+++ Extracted material +++

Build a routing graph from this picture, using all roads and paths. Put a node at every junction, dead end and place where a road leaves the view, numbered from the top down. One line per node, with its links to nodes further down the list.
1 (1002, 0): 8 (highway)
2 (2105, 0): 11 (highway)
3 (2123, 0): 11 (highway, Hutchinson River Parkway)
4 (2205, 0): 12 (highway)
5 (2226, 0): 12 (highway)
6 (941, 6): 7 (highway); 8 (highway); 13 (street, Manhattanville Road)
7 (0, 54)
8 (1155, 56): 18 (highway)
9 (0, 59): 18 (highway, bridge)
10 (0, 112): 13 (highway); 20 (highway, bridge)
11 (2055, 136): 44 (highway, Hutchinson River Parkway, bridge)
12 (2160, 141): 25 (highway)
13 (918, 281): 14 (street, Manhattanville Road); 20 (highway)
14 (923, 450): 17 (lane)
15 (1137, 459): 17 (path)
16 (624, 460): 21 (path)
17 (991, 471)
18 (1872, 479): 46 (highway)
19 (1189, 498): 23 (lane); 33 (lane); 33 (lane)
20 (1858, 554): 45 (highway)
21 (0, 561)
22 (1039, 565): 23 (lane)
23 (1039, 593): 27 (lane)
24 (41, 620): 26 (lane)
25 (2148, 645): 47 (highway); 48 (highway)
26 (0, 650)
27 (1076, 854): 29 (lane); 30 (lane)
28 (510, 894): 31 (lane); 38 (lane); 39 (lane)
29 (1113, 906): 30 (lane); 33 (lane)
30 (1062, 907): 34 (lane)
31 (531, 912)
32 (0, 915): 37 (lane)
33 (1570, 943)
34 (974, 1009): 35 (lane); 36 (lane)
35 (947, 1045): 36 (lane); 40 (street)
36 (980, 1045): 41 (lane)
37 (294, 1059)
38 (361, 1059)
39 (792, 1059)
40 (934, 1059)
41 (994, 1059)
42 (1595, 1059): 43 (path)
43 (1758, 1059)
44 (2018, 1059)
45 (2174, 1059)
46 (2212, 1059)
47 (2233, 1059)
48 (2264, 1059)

+++

== What needs to be done ==
Set down the material exactly, keeping every line.

== Answer to this task ==
Build a routing graph from this picture, using all roads and paths. Put a node at every junction, dead end and place where a road leaves the view, numbered from the top down. One line per node, with its links to nodes further down the list.
1 (1002, 0): 8 (highway)
2 (2105, 0): 11 (highway)
3 (2123, 0): 11 (highway, Hutchinson River Parkway)
4 (2205, 0): 12 (highway)
5 (2226, 0): 12 (highway)
6 (941, 6): 7 (highway); 8 (highway); 13 (street, Manhattanville Road)
7 (0, 54)
8 (1155, 56): 18 (highway)
9 (0, 59): 18 (highway, bridge)
10 (0, 112): 13 (highway); 20 (highway, bridge)
11 (2055, 136): 44 (highway, Hutchinson River Parkway, bridge)
12 (2160, 141): 25 (highway)
13 (918, 281): 14 (street, Manhattanville Road); 20 (highway)
14 (923, 450): 17 (lane)
15 (1137, 459): 17 (path)
16 (624, 460): 21 (path)
17 (991, 471)
18 (1872, 479): 46 (highway)
19 (1189, 498): 23 (lane); 33 (lane); 33 (lane)
20 (1858, 554): 45 (highway)
21 (0, 561)
22 (1039, 565): 23 (lane)
23 (1039, 593): 27 (lane)
24 (41, 620): 26 (lane)
25 (2148, 645): 47 (highway); 48 (highway)
26 (0, 650)
27 (1076, 854): 29 (lane); 30 (lane)
28 (510, 894): 31 (lane); 38 (lane); 39 (lane)
29 (1113, 906): 30 (lane); 33 (lane)
30 (1062, 907): 34 (lane)
31 (531, 912)
32 (0, 915): 37 (lane)
33 (1570, 943)
34 (974, 1009): 35 (lane); 36 (lane)
35 (947, 1045): 36 (lane); 40 (street)
36 (980, 1045): 41 (lane)
37 (294, 1059)
38 (361, 1059)
39 (792, 1059)
40 (934, 1059)
41 (994, 1059)
42 (1595, 1059): 43 (path)
43 (1758, 1059)
44 (2018, 1059)
45 (2174, 1059)
46 (2212, 1059)
47 (2233, 1059)
48 (2264, 1059)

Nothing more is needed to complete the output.